Кара, Кара Зе Блэк, зияющая ночь Кара, и на трассе я буду видеть, как наяву: вот ты таращишь на меня свой блестящий глаз, в котором нет отражений. Ты смотришь на меня и подходишь близко, трогаешь страшным клювом мою раскрытую ладонь, трижды киваешь головой и громкой произносишь своё имя.
Кара, Кара Зе Блэк, ворон, потушивший свет Якиманки.
Если есть на свете счастье или несчастье, тебе одной ведомы пути их среди людей, Кара. Если есть на свете радость, гнев, ненависть или печаль, тебе одной нет дела до них, Кара. Ты явилась, чтобы указать путь — и больше мы, верно, с тобой не столкнёмся, так пусть же будет верным твоё крыло, летучая Кара, потомок всех воронов Тауэра.
В тот вечер мы ушли гулять с утюгом, а возвращаться нам не хотелось. Мы молча и упрямо шли вперёд, и тень Кары кружилась над нами в нашей скорбной памяти. Мы видели, как ночь овладела Москвой, и Москва играла и млела, смеялась нам лицами своих ночных женщин, мчалась в блестящих машинах, гремела музыкой и хлопала разлетающимися дверями засыпающих станций метро, как бледными крыльями ночных бабочек. Мы шли, общались с ментами, молча курили с хмурыми встречными, говорили с бомжами, покупали пиво и сок в круглосуточных ларьках, посасывали это, смотрели на Москву — и шли дальше, провожая нашу личную, навек улетевшую ночь.

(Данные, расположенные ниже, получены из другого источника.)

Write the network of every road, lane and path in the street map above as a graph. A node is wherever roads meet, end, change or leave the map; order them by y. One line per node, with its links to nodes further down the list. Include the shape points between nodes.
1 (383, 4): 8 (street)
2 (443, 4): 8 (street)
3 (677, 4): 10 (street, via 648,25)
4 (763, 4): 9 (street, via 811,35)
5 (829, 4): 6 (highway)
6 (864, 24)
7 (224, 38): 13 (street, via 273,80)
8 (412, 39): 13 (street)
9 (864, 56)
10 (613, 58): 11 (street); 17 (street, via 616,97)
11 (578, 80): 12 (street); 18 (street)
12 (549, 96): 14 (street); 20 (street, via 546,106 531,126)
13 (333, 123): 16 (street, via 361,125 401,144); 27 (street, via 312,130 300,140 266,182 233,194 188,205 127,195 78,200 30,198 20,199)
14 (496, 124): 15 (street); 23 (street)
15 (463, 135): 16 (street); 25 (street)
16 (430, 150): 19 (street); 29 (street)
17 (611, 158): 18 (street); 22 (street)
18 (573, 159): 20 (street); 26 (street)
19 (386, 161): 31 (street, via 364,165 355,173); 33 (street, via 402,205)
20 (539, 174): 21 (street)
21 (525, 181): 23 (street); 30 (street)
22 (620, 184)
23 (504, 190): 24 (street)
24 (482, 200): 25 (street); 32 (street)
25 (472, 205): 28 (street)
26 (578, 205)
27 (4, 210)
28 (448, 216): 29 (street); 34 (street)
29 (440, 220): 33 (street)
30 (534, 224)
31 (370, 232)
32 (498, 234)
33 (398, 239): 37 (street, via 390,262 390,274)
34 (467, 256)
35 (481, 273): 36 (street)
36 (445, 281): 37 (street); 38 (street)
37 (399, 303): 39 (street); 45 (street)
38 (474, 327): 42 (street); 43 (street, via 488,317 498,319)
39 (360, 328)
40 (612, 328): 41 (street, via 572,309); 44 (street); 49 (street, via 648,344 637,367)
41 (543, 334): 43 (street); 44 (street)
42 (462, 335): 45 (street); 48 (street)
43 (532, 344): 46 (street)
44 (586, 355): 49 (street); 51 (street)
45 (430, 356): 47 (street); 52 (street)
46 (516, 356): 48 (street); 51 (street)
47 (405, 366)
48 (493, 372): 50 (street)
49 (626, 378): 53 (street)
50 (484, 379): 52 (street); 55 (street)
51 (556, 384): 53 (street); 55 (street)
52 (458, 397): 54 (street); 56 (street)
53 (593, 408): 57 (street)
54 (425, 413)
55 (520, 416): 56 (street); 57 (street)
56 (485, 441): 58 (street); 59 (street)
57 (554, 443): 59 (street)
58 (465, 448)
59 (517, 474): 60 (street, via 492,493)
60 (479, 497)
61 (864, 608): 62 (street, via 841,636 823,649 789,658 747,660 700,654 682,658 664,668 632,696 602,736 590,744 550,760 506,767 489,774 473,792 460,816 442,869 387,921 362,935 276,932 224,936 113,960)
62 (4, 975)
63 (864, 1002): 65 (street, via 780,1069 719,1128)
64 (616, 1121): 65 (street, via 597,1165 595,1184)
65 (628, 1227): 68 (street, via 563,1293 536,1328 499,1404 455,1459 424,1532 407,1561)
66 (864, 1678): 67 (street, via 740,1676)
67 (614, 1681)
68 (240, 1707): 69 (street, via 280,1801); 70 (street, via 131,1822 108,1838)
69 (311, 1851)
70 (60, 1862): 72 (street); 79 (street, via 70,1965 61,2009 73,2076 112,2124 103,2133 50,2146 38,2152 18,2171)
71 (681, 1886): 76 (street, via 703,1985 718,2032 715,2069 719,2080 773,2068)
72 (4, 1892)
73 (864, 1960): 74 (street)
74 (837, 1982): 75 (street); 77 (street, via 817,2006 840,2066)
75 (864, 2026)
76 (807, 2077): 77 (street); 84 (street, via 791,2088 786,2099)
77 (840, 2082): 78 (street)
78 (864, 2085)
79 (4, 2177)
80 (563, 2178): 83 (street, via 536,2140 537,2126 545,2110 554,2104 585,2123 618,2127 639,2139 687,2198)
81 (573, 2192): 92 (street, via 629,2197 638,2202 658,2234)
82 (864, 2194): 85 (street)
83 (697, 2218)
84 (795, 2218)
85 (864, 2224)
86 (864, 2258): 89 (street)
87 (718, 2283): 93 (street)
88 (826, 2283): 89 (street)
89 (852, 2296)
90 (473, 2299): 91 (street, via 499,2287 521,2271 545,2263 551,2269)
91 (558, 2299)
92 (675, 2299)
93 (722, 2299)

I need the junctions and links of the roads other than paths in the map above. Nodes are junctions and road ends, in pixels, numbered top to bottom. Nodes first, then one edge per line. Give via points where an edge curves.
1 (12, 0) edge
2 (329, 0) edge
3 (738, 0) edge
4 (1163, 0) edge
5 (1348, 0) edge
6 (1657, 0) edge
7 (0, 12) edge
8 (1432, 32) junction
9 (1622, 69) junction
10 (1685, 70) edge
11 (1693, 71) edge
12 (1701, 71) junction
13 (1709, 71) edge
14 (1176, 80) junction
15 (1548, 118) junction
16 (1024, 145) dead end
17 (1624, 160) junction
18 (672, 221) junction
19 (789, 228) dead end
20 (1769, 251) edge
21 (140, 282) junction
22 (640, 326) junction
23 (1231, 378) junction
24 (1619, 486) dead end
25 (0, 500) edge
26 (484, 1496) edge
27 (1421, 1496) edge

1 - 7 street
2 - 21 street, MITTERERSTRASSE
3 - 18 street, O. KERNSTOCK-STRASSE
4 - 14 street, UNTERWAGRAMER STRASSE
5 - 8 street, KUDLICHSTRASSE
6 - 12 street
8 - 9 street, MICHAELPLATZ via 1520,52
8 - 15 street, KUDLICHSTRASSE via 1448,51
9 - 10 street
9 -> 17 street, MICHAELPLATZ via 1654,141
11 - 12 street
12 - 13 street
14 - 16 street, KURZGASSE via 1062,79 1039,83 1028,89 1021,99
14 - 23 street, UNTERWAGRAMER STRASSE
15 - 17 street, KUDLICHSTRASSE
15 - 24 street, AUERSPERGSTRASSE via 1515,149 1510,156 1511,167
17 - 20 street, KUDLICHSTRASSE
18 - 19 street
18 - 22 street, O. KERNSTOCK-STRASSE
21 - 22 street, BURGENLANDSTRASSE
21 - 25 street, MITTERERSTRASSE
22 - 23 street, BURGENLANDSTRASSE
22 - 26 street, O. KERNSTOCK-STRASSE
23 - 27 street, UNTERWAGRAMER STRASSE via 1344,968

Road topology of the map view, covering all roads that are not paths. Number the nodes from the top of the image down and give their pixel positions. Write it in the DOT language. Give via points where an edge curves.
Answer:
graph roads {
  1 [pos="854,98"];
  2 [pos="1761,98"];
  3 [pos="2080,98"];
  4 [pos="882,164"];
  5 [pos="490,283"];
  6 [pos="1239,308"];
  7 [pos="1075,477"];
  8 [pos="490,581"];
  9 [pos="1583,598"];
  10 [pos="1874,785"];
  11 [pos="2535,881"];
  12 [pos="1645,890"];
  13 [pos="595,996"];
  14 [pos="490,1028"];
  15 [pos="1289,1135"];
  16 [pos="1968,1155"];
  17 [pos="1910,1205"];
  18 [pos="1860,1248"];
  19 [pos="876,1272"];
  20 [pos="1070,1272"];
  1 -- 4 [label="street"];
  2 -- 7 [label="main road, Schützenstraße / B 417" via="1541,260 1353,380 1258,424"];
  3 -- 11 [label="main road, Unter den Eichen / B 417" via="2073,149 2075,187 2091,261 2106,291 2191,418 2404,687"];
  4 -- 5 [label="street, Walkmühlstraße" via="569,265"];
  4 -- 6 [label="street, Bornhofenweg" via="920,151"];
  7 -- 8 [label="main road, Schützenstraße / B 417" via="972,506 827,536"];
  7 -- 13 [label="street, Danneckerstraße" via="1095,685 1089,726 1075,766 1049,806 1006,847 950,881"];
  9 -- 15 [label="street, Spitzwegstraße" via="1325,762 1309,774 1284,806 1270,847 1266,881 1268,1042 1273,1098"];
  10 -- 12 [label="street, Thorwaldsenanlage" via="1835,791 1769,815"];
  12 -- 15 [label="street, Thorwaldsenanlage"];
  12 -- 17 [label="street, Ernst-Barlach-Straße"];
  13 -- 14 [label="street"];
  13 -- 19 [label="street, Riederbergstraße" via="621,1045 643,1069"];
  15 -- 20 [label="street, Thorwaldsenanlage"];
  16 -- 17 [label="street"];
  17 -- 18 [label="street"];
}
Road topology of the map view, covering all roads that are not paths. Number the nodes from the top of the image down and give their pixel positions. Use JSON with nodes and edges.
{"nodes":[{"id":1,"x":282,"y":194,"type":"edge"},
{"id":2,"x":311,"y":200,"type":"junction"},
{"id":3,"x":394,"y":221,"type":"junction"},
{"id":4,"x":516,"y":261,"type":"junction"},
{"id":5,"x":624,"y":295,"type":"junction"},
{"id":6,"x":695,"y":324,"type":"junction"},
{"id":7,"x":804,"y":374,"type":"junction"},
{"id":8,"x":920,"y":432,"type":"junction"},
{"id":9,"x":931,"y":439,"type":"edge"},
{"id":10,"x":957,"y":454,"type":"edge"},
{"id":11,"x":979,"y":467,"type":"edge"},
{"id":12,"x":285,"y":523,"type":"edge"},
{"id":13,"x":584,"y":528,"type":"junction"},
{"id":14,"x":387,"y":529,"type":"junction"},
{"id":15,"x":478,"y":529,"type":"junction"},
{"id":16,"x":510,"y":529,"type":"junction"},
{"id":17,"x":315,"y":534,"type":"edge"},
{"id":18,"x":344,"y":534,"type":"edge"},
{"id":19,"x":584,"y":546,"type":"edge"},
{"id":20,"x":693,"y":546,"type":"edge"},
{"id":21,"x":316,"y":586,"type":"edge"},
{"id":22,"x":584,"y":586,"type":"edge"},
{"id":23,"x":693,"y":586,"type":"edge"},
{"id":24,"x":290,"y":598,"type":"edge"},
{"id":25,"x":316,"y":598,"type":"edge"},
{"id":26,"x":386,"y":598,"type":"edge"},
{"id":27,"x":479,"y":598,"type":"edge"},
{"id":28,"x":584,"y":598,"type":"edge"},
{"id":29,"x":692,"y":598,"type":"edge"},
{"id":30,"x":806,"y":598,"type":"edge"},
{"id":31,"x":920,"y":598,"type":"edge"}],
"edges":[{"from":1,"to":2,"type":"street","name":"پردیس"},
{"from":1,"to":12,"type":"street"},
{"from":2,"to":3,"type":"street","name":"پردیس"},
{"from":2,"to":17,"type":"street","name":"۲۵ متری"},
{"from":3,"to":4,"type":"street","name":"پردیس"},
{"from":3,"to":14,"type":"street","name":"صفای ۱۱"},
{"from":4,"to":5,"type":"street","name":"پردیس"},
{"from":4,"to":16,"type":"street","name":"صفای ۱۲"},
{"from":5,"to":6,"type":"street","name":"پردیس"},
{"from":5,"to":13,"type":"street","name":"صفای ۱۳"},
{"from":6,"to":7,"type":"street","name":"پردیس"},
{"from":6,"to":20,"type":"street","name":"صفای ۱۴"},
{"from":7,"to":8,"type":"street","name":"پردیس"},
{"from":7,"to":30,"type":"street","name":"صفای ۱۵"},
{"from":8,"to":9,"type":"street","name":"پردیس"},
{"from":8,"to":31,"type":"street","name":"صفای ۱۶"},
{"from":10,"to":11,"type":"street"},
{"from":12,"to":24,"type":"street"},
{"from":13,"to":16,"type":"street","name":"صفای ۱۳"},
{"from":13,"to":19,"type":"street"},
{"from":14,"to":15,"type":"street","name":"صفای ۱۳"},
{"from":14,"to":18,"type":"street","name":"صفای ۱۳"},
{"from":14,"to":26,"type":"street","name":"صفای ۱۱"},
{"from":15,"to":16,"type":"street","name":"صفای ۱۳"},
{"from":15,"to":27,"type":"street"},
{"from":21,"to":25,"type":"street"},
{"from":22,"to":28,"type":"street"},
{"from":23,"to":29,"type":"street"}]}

Мы оба знали, что провожаем Кару. Но мы друг с другом об этом молчали.
И вот на добром, уютном Сретенском бульваре встретили Грана. Он сидел на скамейке, к которой нас обоих толкнула сила нашей потери. А когда Гран увидел нас, он понял, что нас-то и ждал.
— Друзья! — сказал он, глядя ни на меня, ни на Сашку, а как-то между, где прятался за моей ногой скромный утюг. — Всю ночь я гуляю по этому городу и не могу покинуть его улиц, потому чувство не оставляло меня, что эта ночь подарит мне спутников, с кем я начну свой поход на Восток.
А если не сказал, он мог так сказать, этот странный человек Гран, вольный ветер широких дорог. Он рассказал нам, что жизнь его — автостоп, а что такое автостоп — это движение без остановок, он их не терпит, но получилось так, что Москва не отпускала его на сей раз, и он понял, что придёт к нему кто-то, кого ждёт дорога.
— Сталкер, Сталкер, почём берёшься ты провести в зону? — шучу я, и все мы смеёмся.
Гран — стопщик-одиночка, но приходит время, и любой мастер берёт себе учеников. Все мы поняли, что такова наша судьба. Все мы знаем, что такое судьба, потому что знаем, что такое трасса, а ты не научишься видеть судьбу, пока не вышел на трассу, приятель.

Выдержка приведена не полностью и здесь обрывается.